◆フォルテピアノについて◆
 現在のピアノの原型。18世紀にチェンバロから発展し、1900年頃に現在のピアノの形が
定まるまでの間、大きさや形など様々な変化を遂げている。
 弦をはじく構造のチェンバロでは、音の強弱がつけにくかったが、ハンマ−で弦を叩く構
造に変わり、強音(フォルテ)も弱音(ピアノ)も出せるようになり、この名前で呼ばれた。

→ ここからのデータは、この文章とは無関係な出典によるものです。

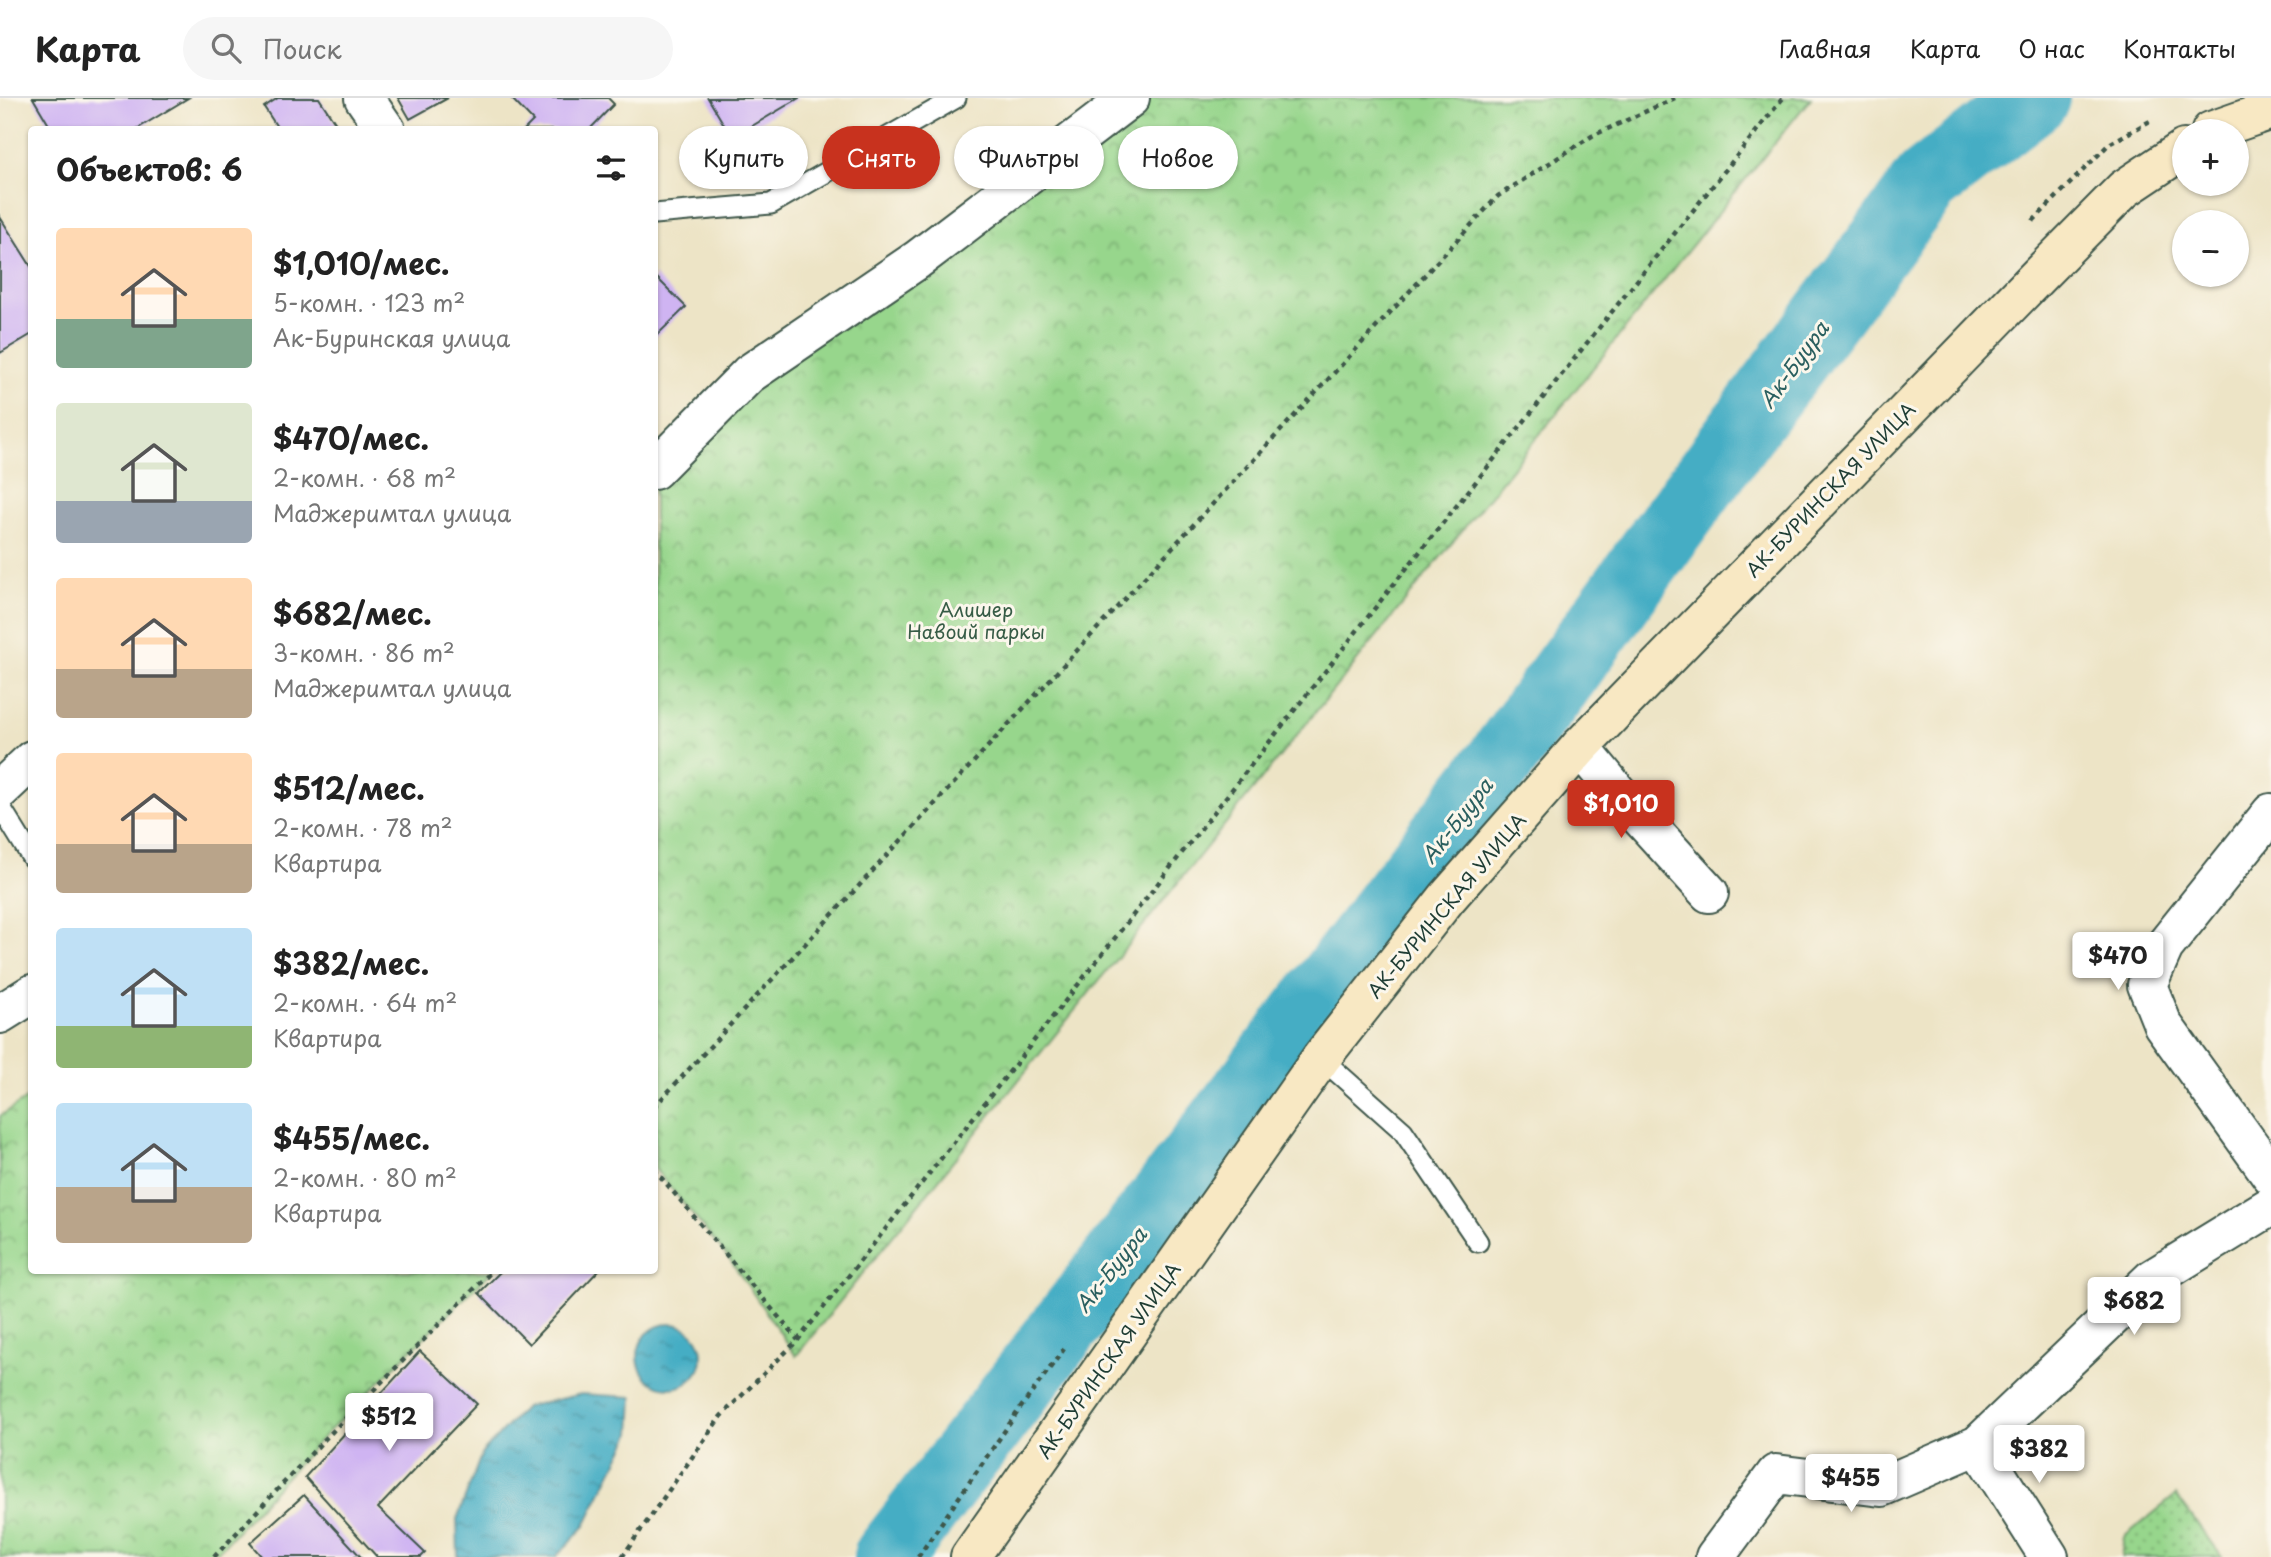 <!DOCTYPE html>
<html lang="ru">
<head>
<meta charset="utf-8">
<style>
	body { margin:0; font-family:"Playpen Sans",sans-serif; background:#f6f6f6; color:#222; height:100vh; display:flex; flex-direction:column; font-size:26px; white-space:nowrap }
	* { box-sizing:border-box; margin:0 }
	p { font-size:23px; color:#767676 }
	.icon { flex:none; width:38px; height:38px; fill:none; stroke:currentColor; stroke-width:2; stroke-linecap:round; stroke-linejoin:round }
	.map { position:relative; flex:1; overflow:hidden }
	.details { position:absolute; left:28px; top:28px; width:630px; height:1148px; display:flex; flex-direction:column; background:#fff; border-radius:7px; box-shadow:0 2px 5px #0004 }
	.details>* { flex:none }
	.guide { position:absolute; left:679px; top:28px; width:665px; height:63px; display:flex; gap:14px }
	.buttons { position:absolute; left:2172px; top:21px; display:grid; gap:14px }
	.buttons a { display:grid; place-items:center; width:77px; height:77px; border-radius:50%; background:#fff; box-shadow:0 2px 5px #0004; font-size:35px }
	.price { position:absolute; translate:-50% -60px; padding:0 16px; border-radius:7px; background:#fff; color:#222; font-size:23px; line-height:46px; filter:drop-shadow(0 2px 4px #0008) }
	.price::after { content:''; position:absolute; left:50%; top:42px; width:21px; height:16px; margin-left:-10px; background:inherit; clip-path:polygon(0 0,100% 0,50% 100%) }
	.price.current { background:#c8321e; color:#fff }
	ul { padding:0; list-style:none }
	li { display:flex; align-items:center; gap:21px; height:175px; padding:0 28px }
	li span { display:grid; place-items:center; flex:none; width:196px; height:140px; border-radius:7px; color:#555 }
	li>.icon { margin-inline-start:auto }
	span .icon { width:84px; height:84px; fill:#fffc; stroke-width:1 }
	li b { font-size:30px }
	h2 { display:flex; justify-content:space-between; align-items:center; height:84px; padding:0 28px; font-size:30px }
	.tag { padding:0 24px; border-radius:32px; background:#fff; box-shadow:0 2px 5px #0004; font-size:24px; line-height:63px }
	.tag.current { background:#c8321e; color:#fff }
	header { display:flex; align-items:center; gap:42px; box-sizing:border-box; height:98px; padding:0 35px; background:#fff; border-bottom:2px solid #e0e0e0 }
	header strong { font-size:33px }
	nav { display:flex; gap:38px; margin-inline-start:auto; font-size:24px }
	.search { width:490px; height:63px; background:#f6f6f6; display:flex; align-items:center; gap:18px; box-sizing:border-box; padding:0 24px; border-radius:38px; color:#767676; font-size:26px }
	.map>svg:first-child { display:block }
</style>
</head>
<body>
<header>
<strong>Карта</strong>
<div class="search"><svg class="icon" aria-label="search" viewBox="0 0 24 24"><circle cx="10" cy="10" r="6"/><path d="M15 15l6 6"/></svg>Поиск</div>
<nav><a>Главная</a><a>Карта</a><a>О нас</a><a>Контакты</a></nav>
</header>
<div class="map">
<svg width="2271" height="1459" viewBox="0 0 2271 1459">
	<defs>
		<pattern id="grass-dots" width="8" height="8" patternUnits="userSpaceOnUse" patternTransform="scale(1.75)"><rect width="8" height="8" fill="#97d68c"/><path d="M2 2h.1M6 6h.1" fill="none" stroke="#7baf73" stroke-width="1.8" stroke-linecap="round"/></pattern>
		<pattern id="park-crowns" width="20" height="18" patternUnits="userSpaceOnUse" patternTransform="scale(1.75)"><rect width="20" height="18" fill="#97d68c"/><path d="M2 6a3 3 0 1 1 6 0M12 15a3 3 0 1 1 6 0" fill="none" stroke="#7baf73"/></pattern>
		<pattern id="water-ripples" width="26" height="14" patternUnits="userSpaceOnUse" patternTransform="scale(1.75)"><rect width="26" height="14" fill="#44adc4"/><path d="M2 4q2-2 4 0t4 0M15 11q2-2 4 0t4 0" fill="none" stroke="#388ea0"/></pattern>
	</defs>
	<rect width="100%" height="100%" fill="#fbf7ec"/>
	<filter id="ink" filterUnits="userSpaceOnUse"><feTurbulence type="fractalNoise" baseFrequency=".0143" numOctaves="2"/><feDisplacementMap in="SourceGraphic" scale="14" xChannelSelector="R" yChannelSelector="G"/><feConvolveMatrix kernelMatrix="1 2 1 2 8 2 1 2 1" color-interpolation-filters="sRGB"/></filter>
	<filter id="wash" filterUnits="userSpaceOnUse"><feTurbulence type="fractalNoise" baseFrequency=".00686" numOctaves="4" result="noise"/><feDisplacementMap in="SourceGraphic" scale="28" xChannelSelector="R" yChannelSelector="G"/><feGaussianBlur stdDeviation="1.57" result="paint"/><feColorMatrix in="noise" values="0 0 0 0 0 0 0 0 0 0 0 0 0 0 0 0 0 1.4 0 .05"/><feComposite in="paint" operator="in"/></filter>
	<g filter="url(#wash)">
		<rect width="100%" height="100%" fill="#ede4c6"/>
		<path fill="url(#grass-dots)" stroke="#5b8a60" stroke-width="2" d="M2176 1397 2222 1459H2121L2124 1439Z"/>
		<g fill="url(#park-crowns)" stroke="#5b8a60" stroke-width="2">
			<path d="M1132 0H1811L796 1258 731 1163 655 1071 654 390 746 293Z"/>
			<path d="M31 998 32 1172 492 1173 318 1344 213 1459H0V1018Z"/>
		</g>
		<g fill="url(#water-ripples)" stroke="#32757c" stroke-width="2">
			<circle cx="670" cy="1258" r="32"/>
			<path d="M581 1296 633 1299 631 1336 584 1429 556 1459H458L457 1421 482 1355 525 1309Z"/>
		</g>
		<g fill="none" stroke-linecap="round" stroke-linejoin="round">
			<path stroke="#44adc4" stroke-width="70" d="M888 1459 1502 661 1721 360 1927 84 2035 0"/>
		</g>
		<g id="blocks">
			<g fill="#cfb4f2">
				<path d="M33 0H188L135 32H52Z"/>
				<path d="M278 0H319L340 32H279L264 9Z"/>
				<path d="M398 0H448L410 21Z"/>
				<path d="M511 0H608L614 6 589 32H524L533 23Z"/>
				<path d="M708 0H799L732 40Z"/>
				<path d="M0 119 32 170V236L0 255Z"/>
				<path d="M654 177 686 209 654 240Z"/>
				<path d="M502 1172H599L529 1246 479 1195Z"/>
				<path d="M420 1253 477 1306 378 1410 425 1455 421 1459H377L305 1379Z"/>
				<path d="M304 1397 361 1459H262L250 1445Z"/>
			</g>
		</g>
	</g>
	<g filter="url(#ink)">
		<use href="#blocks" fill-opacity="0" stroke="#3e564a" stroke-width="2"/>
		<g fill="none" stroke-linecap="round" stroke-linejoin="round">
			<defs>
				<g id="lane">
					<path d="M654 116 771 106 956 0"/>
					<path d="M0 708 32 760"/>
					<path d="M1321 960 1403 1033 1478 1144"/>
				</g>
				<g id="street">
					<path d="M364 0 386 32"/>
					<path d="M654 372 749 276 917 162 1130 0"/>
					<path d="M1580 649 1618 695 1709 795"/>
					<path d="M0 692 32 662"/>
					<path d="M2271 715 2164 849 2147 887 2163 927 2271 1077"/>
					<path d="M0 916 32 896"/>
					<path d="M1978 1347 2049 1459"/>
					<path d="M1715 1459 1776 1376 1881 1389 1978 1347 2152 1181 2271 1108"/>
				</g>
				<g id="secondary">
					<path d="M2211 33 2271 12"/>
					<path d="M970 1459 1321 960 1447 800 1580 649 2039 177 2124 91 2184 51"/>
				</g>
			</defs>
			<use href="#lane" stroke="#3e564a" stroke-width="23"/>
			<use href="#street" stroke="#3e564a" stroke-width="42"/>
			<use href="#secondary" stroke="#3e564a" stroke-width="42"/>
			<g stroke="#3e564a" stroke-width="4.5" stroke-dasharray="5 5" stroke-linecap="butt">
				<path d="M2033 123 2109 46 2150 23"/>
				<path d="M654 1009 1498 98 1592 38 1675 0"/>
				<path d="M654 1071 798 1242"/>
				<path d="M214 1459 324 1342 493 1172"/>
				<path d="M622 1459 721 1318 798 1242 1386 496 1783 0"/>
				<path d="M918 1459 1019 1312 1064 1251"/>
			</g>
			<use href="#lane" stroke="#fff" stroke-width="19"/>
			<use href="#street" stroke="#fff" stroke-width="38"/>
			<use href="#secondary" stroke="#f8e8c3" stroke-width="38"/>
		</g>
	</g>
	<g text-anchor="middle" dominant-baseline="central" stroke-width="6" stroke-linejoin="round" paint-order="stroke">
		<g font-size="19" fill="#1f3d34" stroke="#fbf7ec">
			<text transform="translate(1830 391) rotate(-46)">АК-БУРИНСКАЯ УЛИЦА</text>
			<text transform="translate(1446 807) rotate(-50)">АК-БУРИНСКАЯ УЛИЦА</text>
			<text transform="translate(1108 1262) rotate(-55)">АК-БУРИНСКАЯ УЛИЦА</text>
		</g>
		<g font-size="19" fill="#375c46" stroke="#fbf7ec">
			<text x="976" y="511">Алишер<tspan x="976" dy="22">Навоий паркы</tspan></text>
		</g>
		<g font-size="21" font-style="italic" fill="#2a5f5f" stroke="#fbf7ec">
			<text transform="translate(1793 266) rotate(-54)">Ак-Буура</text>
			<text transform="translate(1456 722) rotate(-52)">Ак-Буура</text>
			<text transform="translate(1110 1171) rotate(-52)">Ак-Буура</text>
		</g>
	</g>
</svg>
<div class="buttons">
<a>+</a>
<a>−</a>
</div>
<b class="price current" style="left:1621px;top:742px">$1,010</b>
<b class="price" style="left:2118px;top:894px">$470</b>
<b class="price" style="left:2134px;top:1239px">$682</b>
<b class="price" style="left:389px;top:1355px">$512</b>
<b class="price" style="left:2039px;top:1387px">$382</b>
<b class="price" style="left:1851px;top:1416px">$455</b>
<div class="guide">
<a class="tag">Купить</a>
<a class="tag current">Снять</a>
<a class="tag">Фильтры</a>
<a class="tag">Новое</a>
</div>
<section class="details">
<h2>Объектов: 6<svg class="icon" aria-label="filters" viewBox="0 0 24 24"><path d="M4 7h16M4 17h16"/><circle cx="9" cy="7" r="2"/><circle cx="15" cy="17" r="2"/></svg></h2>
<ul>
<li><span style="background:linear-gradient(#ffd9b3 65%,#7fa58c 0)"><svg class="icon" aria-label="home" viewBox="0 0 24 24"><path d="M3 11l9-7 9 7M6 9v11h12V9"/></svg></span><div><b>$1,010/мес.</b><p>5-комн. · 123 m²</p><p>Ак-Буринская улица</p></div></li>
<li><span style="background:linear-gradient(#dfe7d0 70%,#9aa5b1 0)"><svg class="icon" aria-label="home" viewBox="0 0 24 24"><path d="M3 11l9-7 9 7M6 9v11h12V9"/></svg></span><div><b>$470/мес.</b><p>2-комн. · 68 m²</p><p>Маджеримтал улица</p></div></li>
<li><span style="background:linear-gradient(#ffd9b3 65%,#b9a48a 0)"><svg class="icon" aria-label="home" viewBox="0 0 24 24"><path d="M3 11l9-7 9 7M6 9v11h12V9"/></svg></span><div><b>$682/мес.</b><p>3-комн. · 86 m²</p><p>Маджеримтал улица</p></div></li>
<li><span style="background:linear-gradient(#ffd9b3 65%,#b9a48a 0)"><svg class="icon" aria-label="home" viewBox="0 0 24 24"><path d="M3 11l9-7 9 7M6 9v11h12V9"/></svg></span><div><b>$512/мес.</b><p>2-комн. · 78 m²</p><p>Квартира</p></div></li>
<li><span style="background:linear-gradient(#bfe0f5 70%,#8fb573 0)"><svg class="icon" aria-label="home" viewBox="0 0 24 24"><path d="M3 11l9-7 9 7M6 9v11h12V9"/></svg></span><div><b>$382/мес.</b><p>2-комн. · 64 m²</p><p>Квартира</p></div></li>
<li><span style="background:linear-gradient(#bfe0f5 60%,#b9a48a 0)"><svg class="icon" aria-label="home" viewBox="0 0 24 24"><path d="M3 11l9-7 9 7M6 9v11h12V9"/></svg></span><div><b>$455/мес.</b><p>2-комн. · 80 m²</p><p>Квартира</p></div></li>
</ul>
</section>
</div>
</body>
</html>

 モ−ツァルト、ベ−ト−ヴェンなど多くの音楽家が作曲の際に使った。現在のピアノに比
べて、鍵盤数が少なく、弦の張力が弱いため音量は大きくないが、繊細な音色が出るのが
特徴とされる。
 近年ヨ−ロッパでは、フォルテピアノやチェンバロなどの古楽器が大きな注目を集めており、
その演奏会も人気が高い。
 
◆ムツィオ・クレメンティ−◆   Muzio Clementi (1752〜1832)
 1752年イタリア・ロ−マに生まれる。幼い頃から叔父のもとでオルガンを学ぶ。
1767年頃、イギリスに渡る。作曲、演奏活動とともに、ピアノ製作、楽譜出版の会社を設立。
後進の育成に力を注ぎ、多くの著名な作曲家を送り出した。
 現在ではピアノ練習用のソナチネ及び教則本(グラドゥス・アド・パルナッスム)が最も有名。
近年はソナタ曲集も再評価されつつある。